Sunday, July 28, 2019

Stop Being so Overly Sensitive

Stop Being so Overly Sensitive

Newer cameras can produce good results at ISO sensitivity levels so high you would have had to have been nuts to even consider just a few short years ago. But your results might be even better if you weren't quite so quick to get sensitive.

In days of yore when rolls of film stalked this great land, ISO was a chemical property of the film emulsion. Emulsion layers react to light, producing chemical changes that could be made visible in the darkroom. Some films were more sensitive to light than others, requiring less light to register the desired latent image. The problem was, this increase in sensitivity was generally achieved at the expense of employing larger grains in the emulsion, producing the classic "grainy" look of higher ISO films. There was only so much that was possible chemically to boost the ISO without those bigger grains degrading the apparent resolution of the image. The smallest thing that could be resolved as governed by the grain size, so boosting the ISO was very much a tradeoff. Sometimes you had to accept the grainy look if you wanted to get the shot at all, but the overriding maxim was very much one shooting with the slowest speed film you could afford to use if you cared about image quality.

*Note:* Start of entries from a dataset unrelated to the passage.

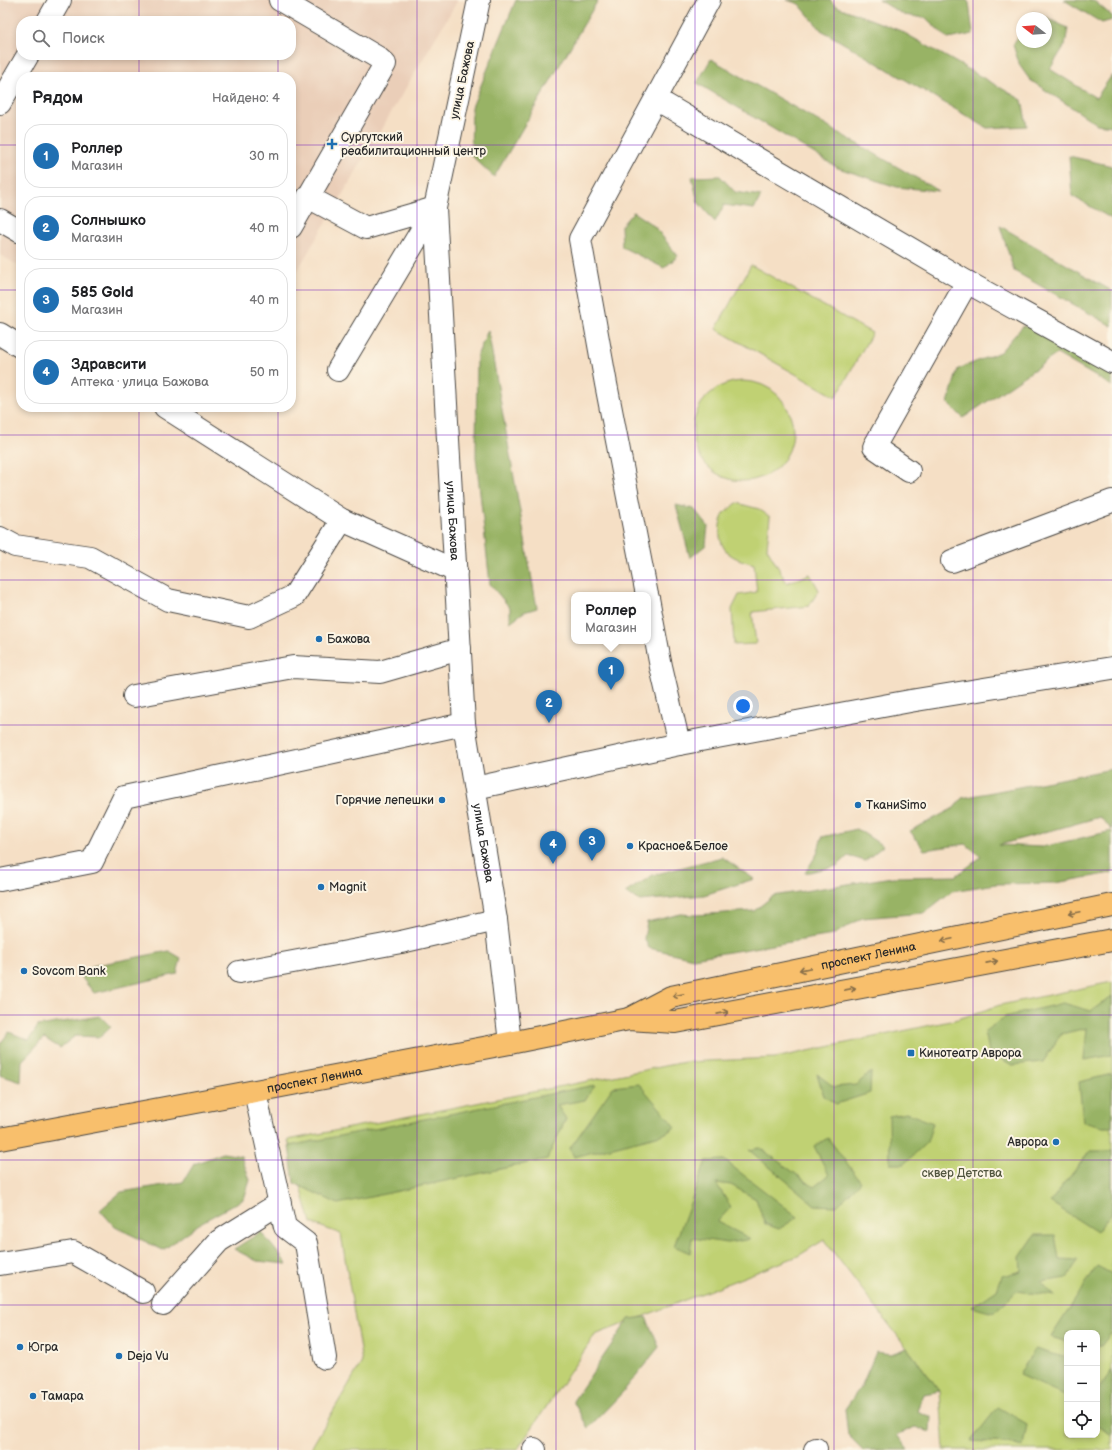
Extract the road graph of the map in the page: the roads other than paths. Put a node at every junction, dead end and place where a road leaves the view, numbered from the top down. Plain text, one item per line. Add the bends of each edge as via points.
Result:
1 (60, 0) edge
2 (280, 0) edge
3 (479, 0) edge
4 (709, 0) edge
5 (51, 16) edge
6 (25, 60) edge
7 (18, 72) edge
8 (16, 76) edge
9 (656, 99) junction
10 (0, 103) edge
11 (308, 197) junction
12 (435, 208) junction
13 (296, 218) edge
14 (0, 220) edge
15 (16, 229) edge
16 (967, 282) junction
17 (0, 334) edge
18 (16, 344) edge
19 (1112, 362) edge
20 (338, 370) dead end
21 (174, 412) edge
22 (908, 471) dead end
23 (1112, 501) edge
24 (342, 520) junction
25 (0, 538) edge
26 (952, 561) dead end
27 (456, 571) junction
28 (646, 592) edge
29 (651, 613) edge
30 (460, 649) junction
31 (1112, 668) edge
32 (134, 696) dead end
33 (464, 724) junction
34 (679, 744) junction
35 (475, 788) junction
36 (0, 880) edge
37 (1112, 905) edge
38 (496, 920) junction
39 (1112, 940) edge
40 (239, 972) dead end
41 (629, 1019) junction
42 (510, 1043) junction
43 (255, 1092) junction
44 (0, 1139) edge
45 (280, 1203) junction
46 (0, 1264) edge
47 (144, 1292) dead end
48 (163, 1304) dead end
49 (325, 1358) dead end

1 - 5 street
2 - 11 street via 385,64
3 - 12 street, улица Бажова
4 - 9 street
6 - 7 street
8 - 10 street
9 - 16 street
9 - 28 street via 580,240
11 - 12 street via 366,228
11 - 13 street
12 - 20 street
12 - 27 street, улица Бажова
14 - 15 street
16 - 19 street
16 - 22 street via 874,447
17 - 18 street
21 - 24 street
23 - 26 street
24 - 25 street via 294,596 249,617 168,600 90,557 15,546
24 - 27 street
27 - 30 street, улица Бажова
29 - 34 street
30 - 32 street via 380,672 293,667
30 - 33 street, улица Бажова
31 - 34 street via 910,701
33 - 35 street, улица Бажова
33 - 36 street via 124,798 92,862
34 - 35 street
35 - 38 street, улица Бажова
37 -> 41 main road, проспект Ленина via 671,997
38 - 40 street via 401,942
38 - 42 street, улица Бажова
41 -> 39 main road, проспект Ленина via 675,1022
41 - 42 main road, проспект Ленина
42 - 43 main road, проспект Ленина
43 - 44 main road, проспект Ленина
43 - 45 street
45 - 48 street via 219,1241
45 - 49 street via 285,1226 306,1243
46 - 47 street via 72,1252

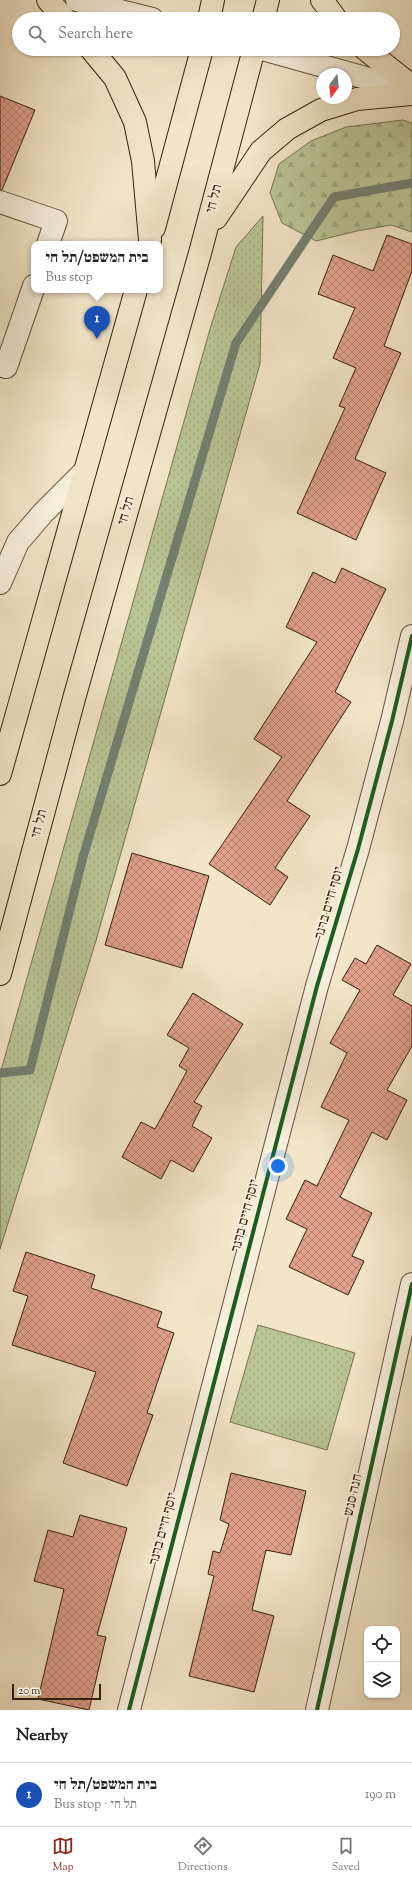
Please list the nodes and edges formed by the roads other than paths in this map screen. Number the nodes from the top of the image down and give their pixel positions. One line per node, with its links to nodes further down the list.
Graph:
1 (48, 0): 6 (highway)
2 (78, 0): 7 (street)
3 (214, 0): 8 (highway)
4 (268, 0): 9 (highway)
5 (322, 0): 10 (highway)
6 (59, 12)
7 (125, 12)
8 (211, 12)
9 (265, 12)
10 (331, 12)
11 (97, 56): 22 (highway)
12 (200, 56): 23 (highway)
13 (252, 56): 20 (highway, תל חי)
14 (287, 56): 17 (street)
15 (374, 56): 16 (highway)
16 (412, 86)
17 (412, 91)
18 (412, 94): 20 (highway)
19 (0, 202): 21 (street)
20 (206, 232): 31 (highway, תל חי)
21 (49, 241)
22 (150, 241)
23 (150, 241)
24 (32, 293): 26 (street)
25 (135, 293): 27 (highway)
26 (0, 365)
27 (85, 471): 28 (street); 30 (highway)
28 (0, 582)
29 (412, 636): 33 (street, יוסף חיים ברנר)
30 (0, 774)
31 (0, 974)
32 (412, 1284): 34 (street, חנה סנש)
33 (129, 1710)
34 (317, 1710)

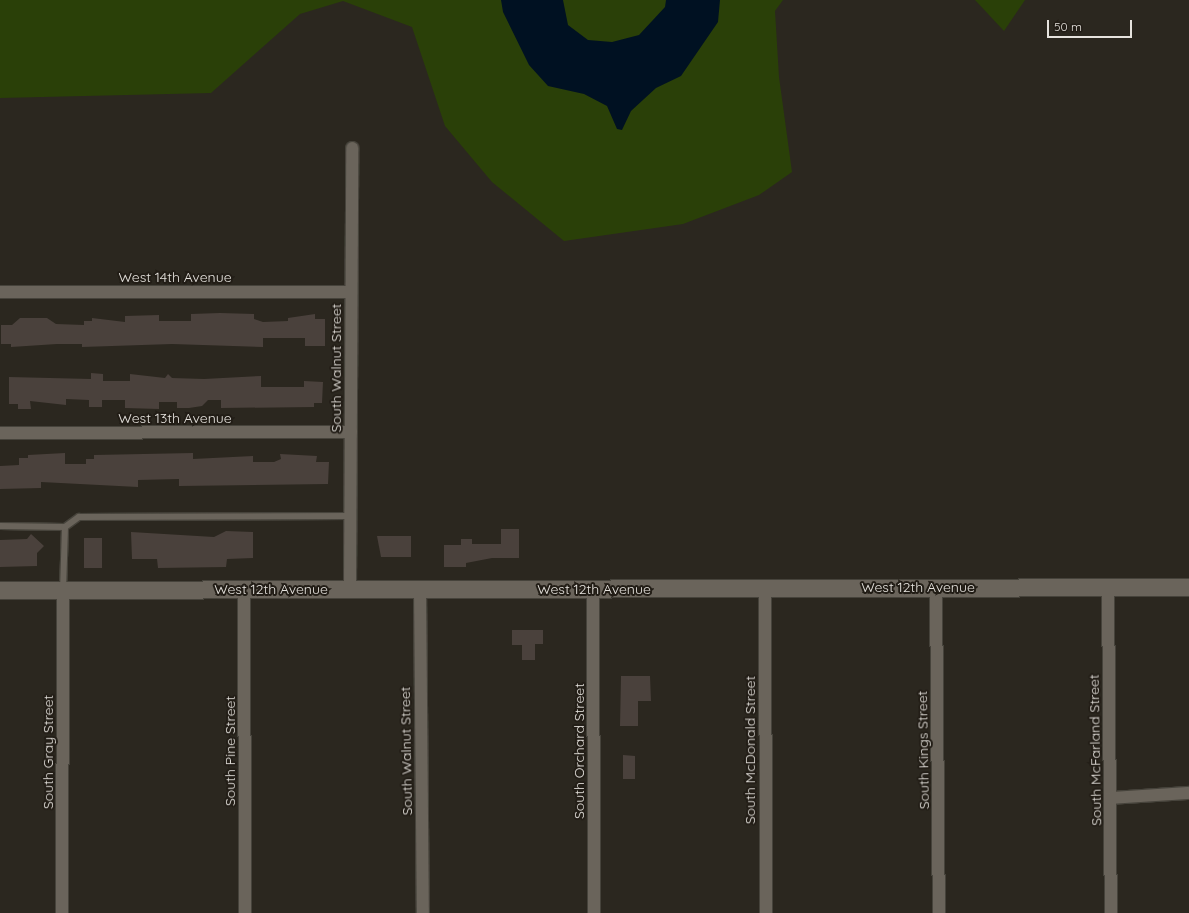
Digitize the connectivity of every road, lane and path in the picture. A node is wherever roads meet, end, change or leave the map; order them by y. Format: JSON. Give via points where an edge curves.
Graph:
{"nodes":[{"id":1,"x":352,"y":148,"type":"dead end"},
{"id":2,"x":0,"y":292,"type":"edge"},
{"id":3,"x":351,"y":292,"type":"junction"},
{"id":4,"x":351,"y":432,"type":"junction"},
{"id":5,"x":0,"y":433,"type":"edge"},
{"id":6,"x":349,"y":516,"type":"junction"},
{"id":7,"x":0,"y":526,"type":"edge"},
{"id":8,"x":65,"y":527,"type":"junction"},
{"id":9,"x":936,"y":587,"type":"junction"},
{"id":10,"x":1108,"y":587,"type":"junction"},
{"id":11,"x":1189,"y":587,"type":"edge"},
{"id":12,"x":350,"y":588,"type":"junction"},
{"id":13,"x":420,"y":588,"type":"junction"},
{"id":14,"x":765,"y":588,"type":"junction"},
{"id":15,"x":244,"y":589,"type":"junction"},
{"id":16,"x":593,"y":589,"type":"junction"},
{"id":17,"x":0,"y":590,"type":"edge"},
{"id":18,"x":63,"y":590,"type":"junction"},
{"id":19,"x":1189,"y":793,"type":"edge"},
{"id":20,"x":1111,"y":798,"type":"junction"},
{"id":21,"x":62,"y":913,"type":"edge"},
{"id":22,"x":245,"y":913,"type":"edge"},
{"id":23,"x":423,"y":913,"type":"edge"},
{"id":24,"x":594,"y":913,"type":"edge"},
{"id":25,"x":766,"y":913,"type":"edge"},
{"id":26,"x":940,"y":913,"type":"edge"},
{"id":27,"x":1111,"y":913,"type":"edge"}],
"edges":[{"from":1,"to":3,"type":"street","name":"South Walnut Street"},
{"from":2,"to":3,"type":"street","name":"West 14th Avenue"},
{"from":3,"to":4,"type":"street","name":"South Walnut Street"},
{"from":4,"to":5,"type":"street","name":"West 13th Avenue"},
{"from":4,"to":6,"type":"street","name":"South Walnut Street"},
{"from":6,"to":8,"type":"lane","via":[[80,518]]},
{"from":6,"to":12,"type":"street","name":"South Walnut Street"},
{"from":7,"to":8,"type":"lane"},
{"from":8,"to":18,"type":"lane"},
{"from":9,"to":10,"type":"main road","name":"West 12th Avenue"},
{"from":9,"to":14,"type":"main road","name":"West 12th Avenue"},
{"from":9,"to":26,"type":"street","name":"South Kings Street"},
{"from":10,"to":11,"type":"main road","name":"West 12th Avenue"},
{"from":10,"to":20,"type":"street","name":"South McFarland Street"},
{"from":12,"to":13,"type":"main road","name":"West 12th Avenue"},
{"from":12,"to":15,"type":"main road","name":"West 12th Avenue"},
{"from":13,"to":16,"type":"main road","name":"West 12th Avenue"},
{"from":13,"to":23,"type":"street","name":"South Walnut Street"},
{"from":14,"to":16,"type":"main road","name":"West 12th Avenue"},
{"from":14,"to":25,"type":"street","name":"South McDonald Street"},
{"from":15,"to":18,"type":"main road","name":"West 12th Avenue"},
{"from":15,"to":22,"type":"street","name":"South Pine Street"},
{"from":16,"to":24,"type":"street","name":"South Orchard Street"},
{"from":17,"to":18,"type":"main road","name":"West 12th Avenue"},
{"from":18,"to":21,"type":"street","name":"South Gray Street"},
{"from":19,"to":20,"type":"street"},
{"from":20,"to":27,"type":"street","name":"South McFarland Street"}]}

In the present digital age though, just what even is ISO? I mean, I've never once seen someone change out the sensor in their camera to adjust the ISO. It remains the same sensor regardless of whether you are shooting at ISO 200 or 2000. Instead, what happens is the base signal produced by the sensor gets amplified to varying degrees when you vary the ISO. It's like turning up the volume control on your radio. Sorry, I mean on your Spotify or Pandora or whatever. Radio is so old school. Kind of like film.

But when you boost the signal, you also boost the noise. It's all mixed together, and as goes one, so goes the other. The noise from higher ISO settings with digital comes not from the grain size but from amplifying whatever noise that may already be present. At some point, even a low level of noise can become high if you amplify it enough. "Noise" is basically pixel data that isn't supposed to be there. Regardless of where it came from, once it's there, it becomes part of the recorded image. Amplify the recorded image data, and it's all part of the same mix, signal and noise together.

Imagine you're with a good friend in a crowded room. You're trying to hear what they are saying but it's hard because of all the noise from everyone else. If you increase the volume of all the sound, the difficulty remains, but now everything is louder. What you want is to increase the signal (what your friend is saying) without also increasing the noise (what all those other folks are saying). But it doesn't work that way.

Any time you increase the ISO, you boost both signal and noise. It only makes sense then not to increase the ISO unless you actually have reason to. Sometimes, a higher ISO may be your best option. If it's a question of risking high ISO noise or not getting the shot due to darkness or motion blur, I'd take my chances with the noise. But if I do have the option of improving the exposure without pushing the ISO, I'd like to at least have that option. As such, I'm not a fan of camera Auto-ISO. If you let your camera decide the ISO on its own, it's going to do what it thinks is right, not necessarily what you think is.

Here's my typical plan of attack. Adjust the other exposure variables first, and only then mess with the ISO. Pick an aperture that will best achieve the depth of field you are looking for. Pick a shutter speed that will render motion the way you want. If the two together won't produce an acceptable exposure, it's time to consider trade-offs. You'll either need to compromise on one of these two primary exposure controls, or you'll need to boost the ISO to make up the exposure deficit.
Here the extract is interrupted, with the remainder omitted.